Task prompt
Each line in these records that contains "width" counts once. Give the number only.

Exercise inputs
*** Block opens ***

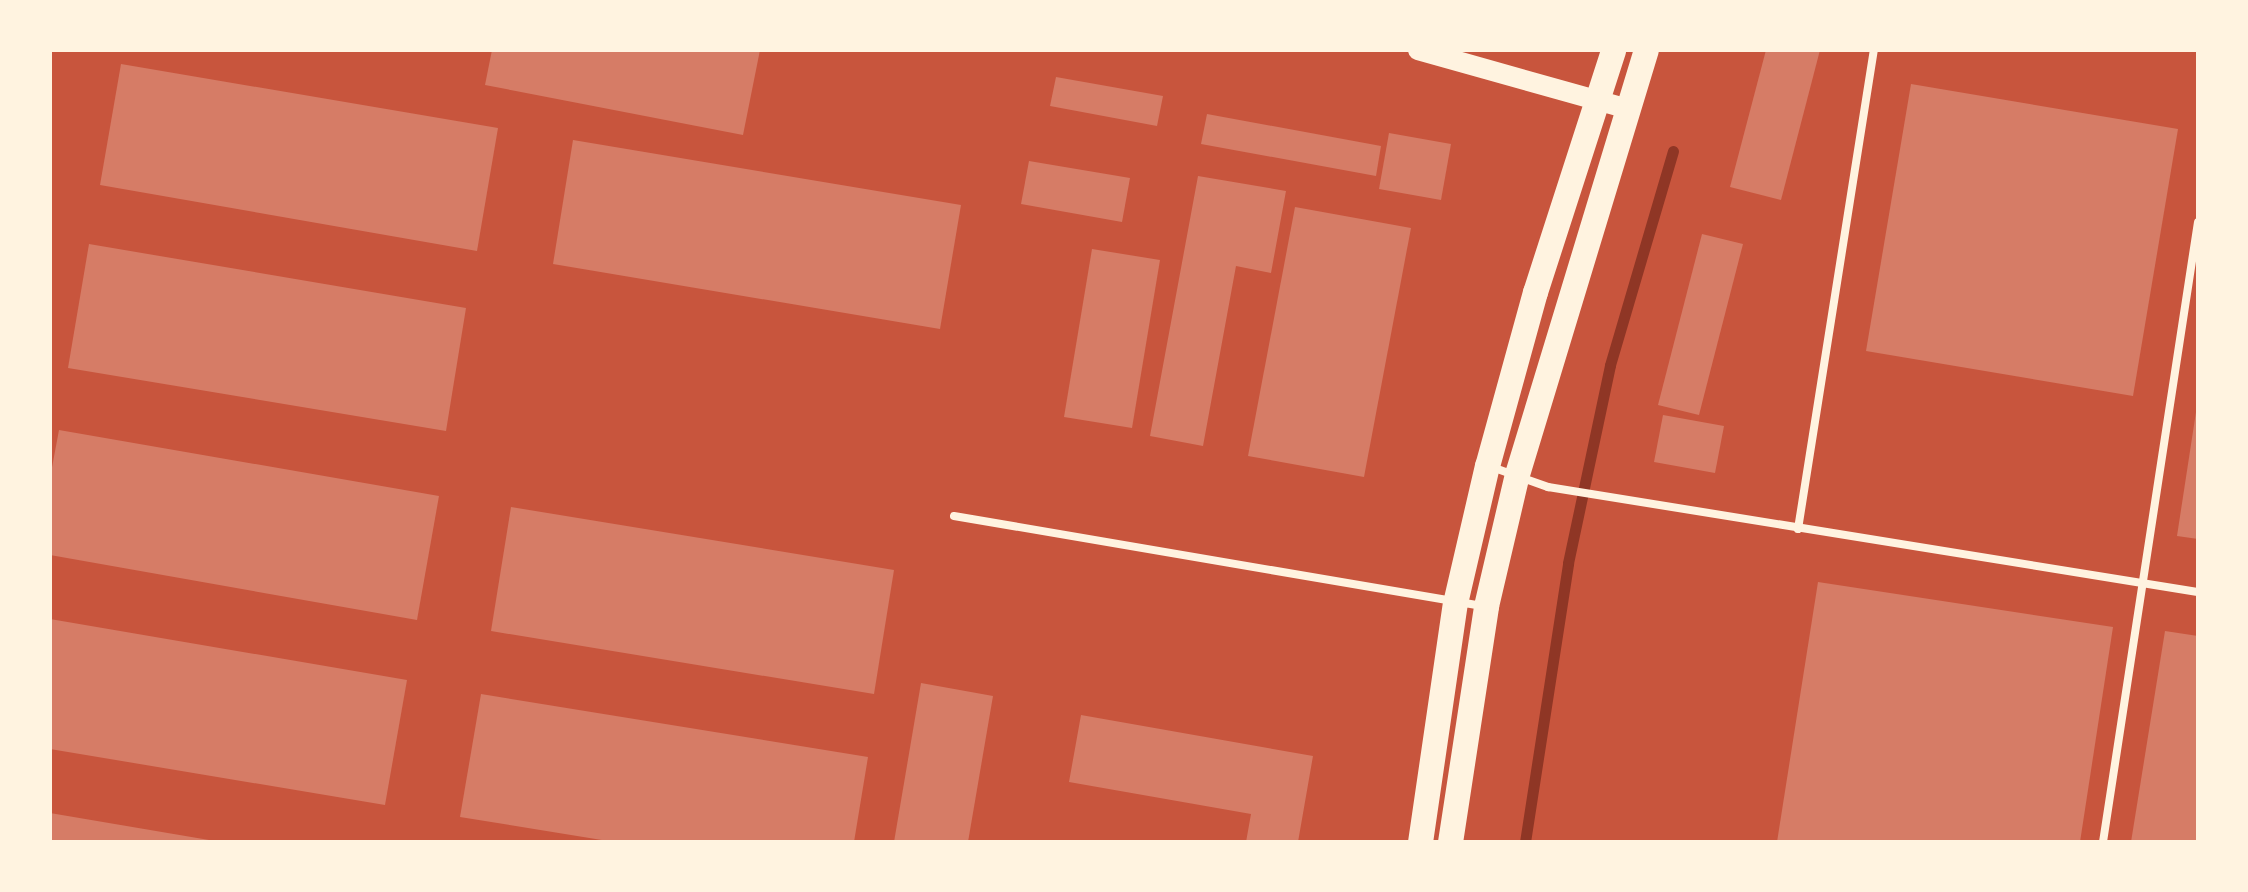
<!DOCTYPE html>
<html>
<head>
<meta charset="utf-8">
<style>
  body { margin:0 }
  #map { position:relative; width:2248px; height:892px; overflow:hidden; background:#c8553d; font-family:"Work Sans",sans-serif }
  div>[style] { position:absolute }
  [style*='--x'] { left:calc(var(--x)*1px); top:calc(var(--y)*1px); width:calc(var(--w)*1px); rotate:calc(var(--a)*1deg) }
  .stream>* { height:11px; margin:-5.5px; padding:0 5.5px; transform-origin:5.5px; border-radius:5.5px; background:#8f3625 }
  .building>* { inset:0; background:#d67c66 }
  .service>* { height:8px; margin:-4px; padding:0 4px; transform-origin:4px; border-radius:4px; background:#fff3e0 }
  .secondary>* { height:20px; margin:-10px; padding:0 10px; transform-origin:10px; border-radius:10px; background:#fff3e0 }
  .primary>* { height:25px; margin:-12.5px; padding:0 12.5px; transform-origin:12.5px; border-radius:12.5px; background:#fff3e0 }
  span { translate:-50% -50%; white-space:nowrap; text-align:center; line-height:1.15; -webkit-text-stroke:9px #fff3e0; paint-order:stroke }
  .frame { position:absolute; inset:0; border:52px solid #fff3e0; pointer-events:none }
</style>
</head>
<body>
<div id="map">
  <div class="stream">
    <i style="--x:1525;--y:842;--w:282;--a:-81.2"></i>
    <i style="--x:1568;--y:563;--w:202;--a:-78"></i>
    <i style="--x:1610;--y:365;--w:223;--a:-73.6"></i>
  </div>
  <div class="building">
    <i style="clip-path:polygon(492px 50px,760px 50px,743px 135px,485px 85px)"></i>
    <i style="clip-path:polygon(1766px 50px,1820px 50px,1781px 200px,1730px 187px)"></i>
    <i style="clip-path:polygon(121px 64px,498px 128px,477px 251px,100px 185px)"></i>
    <i style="clip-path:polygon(1056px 77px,1163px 96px,1157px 126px,1050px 106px)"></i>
    <i style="clip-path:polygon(1911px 84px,2178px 129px,2133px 396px,1866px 351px)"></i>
    <i style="clip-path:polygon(1207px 114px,1381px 146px,1376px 176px,1201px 144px)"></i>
    <i style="clip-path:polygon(1389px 133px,1451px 144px,1441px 200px,1379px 189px)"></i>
    <i style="clip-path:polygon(573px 140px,961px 205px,940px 329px,553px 264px)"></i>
    <i style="clip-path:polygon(1029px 161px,1130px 178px,1122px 222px,1021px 204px)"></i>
    <i style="clip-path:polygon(1198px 176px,1286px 191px,1271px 273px,1236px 266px,1203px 446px,1150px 436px)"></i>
    <i style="clip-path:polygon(1295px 207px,1411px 228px,1364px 477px,1248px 456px)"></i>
    <i style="clip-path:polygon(1702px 234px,1743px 244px,1699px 415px,1658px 405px)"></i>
    <i style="clip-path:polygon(89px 244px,466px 308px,446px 431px,68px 368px)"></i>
    <i style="clip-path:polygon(1092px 249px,1160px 260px,1132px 428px,1064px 417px)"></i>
    <i style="clip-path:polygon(2196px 412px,2198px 412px,2198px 539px,2177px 536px)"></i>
    <i style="clip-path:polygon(1663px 415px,1724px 426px,1715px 473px,1654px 462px)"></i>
    <i style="clip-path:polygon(59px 430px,439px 496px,417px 620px,50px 555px,50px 478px)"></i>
    <i style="clip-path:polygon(511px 507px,894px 570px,874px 694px,491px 631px)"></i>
    <i style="clip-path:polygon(1818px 582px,2113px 627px,2080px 842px,1777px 842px)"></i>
    <i style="clip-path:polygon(50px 619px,407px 680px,385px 805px,50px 749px)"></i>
    <i style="clip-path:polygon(2165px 631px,2198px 636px,2198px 842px,2131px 842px)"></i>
    <i style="clip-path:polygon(921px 683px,993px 696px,968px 842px,894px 842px)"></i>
    <i style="clip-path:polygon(481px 694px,868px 757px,854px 842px,614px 842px,460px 817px)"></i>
    <i style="clip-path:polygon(1081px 715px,1313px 756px,1298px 842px,1246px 842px,1251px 814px,1069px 782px)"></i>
    <i style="clip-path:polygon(50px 813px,209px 840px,209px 842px,50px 842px)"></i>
  </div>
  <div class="service">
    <i style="--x:1489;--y:466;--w:63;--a:19.6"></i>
    <i style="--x:1548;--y:487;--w:658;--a:9.18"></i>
    <i style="--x:954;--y:516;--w:536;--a:9.67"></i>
    <i style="--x:1798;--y:529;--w:485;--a:-81"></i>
    <i style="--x:2103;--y:842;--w:627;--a:-81.29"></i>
  </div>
  <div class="secondary">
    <i style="--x:1418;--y:50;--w:218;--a:15.7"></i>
  </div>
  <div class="primary">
    <i style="--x:1420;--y:842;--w:242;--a:-81.7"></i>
    <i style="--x:1455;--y:603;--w:141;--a:-76.9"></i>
    <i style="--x:1487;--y:466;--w:180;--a:-74.6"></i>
    <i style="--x:1535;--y:292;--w:254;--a:-72.1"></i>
    <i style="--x:1450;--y:842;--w:239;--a:-81.3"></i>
    <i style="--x:1486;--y:606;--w:136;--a:-76.8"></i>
    <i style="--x:1517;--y:474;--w:443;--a:-73.1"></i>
  </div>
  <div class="frame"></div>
</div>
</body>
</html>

*** Block closes ***

Solution to this problem
2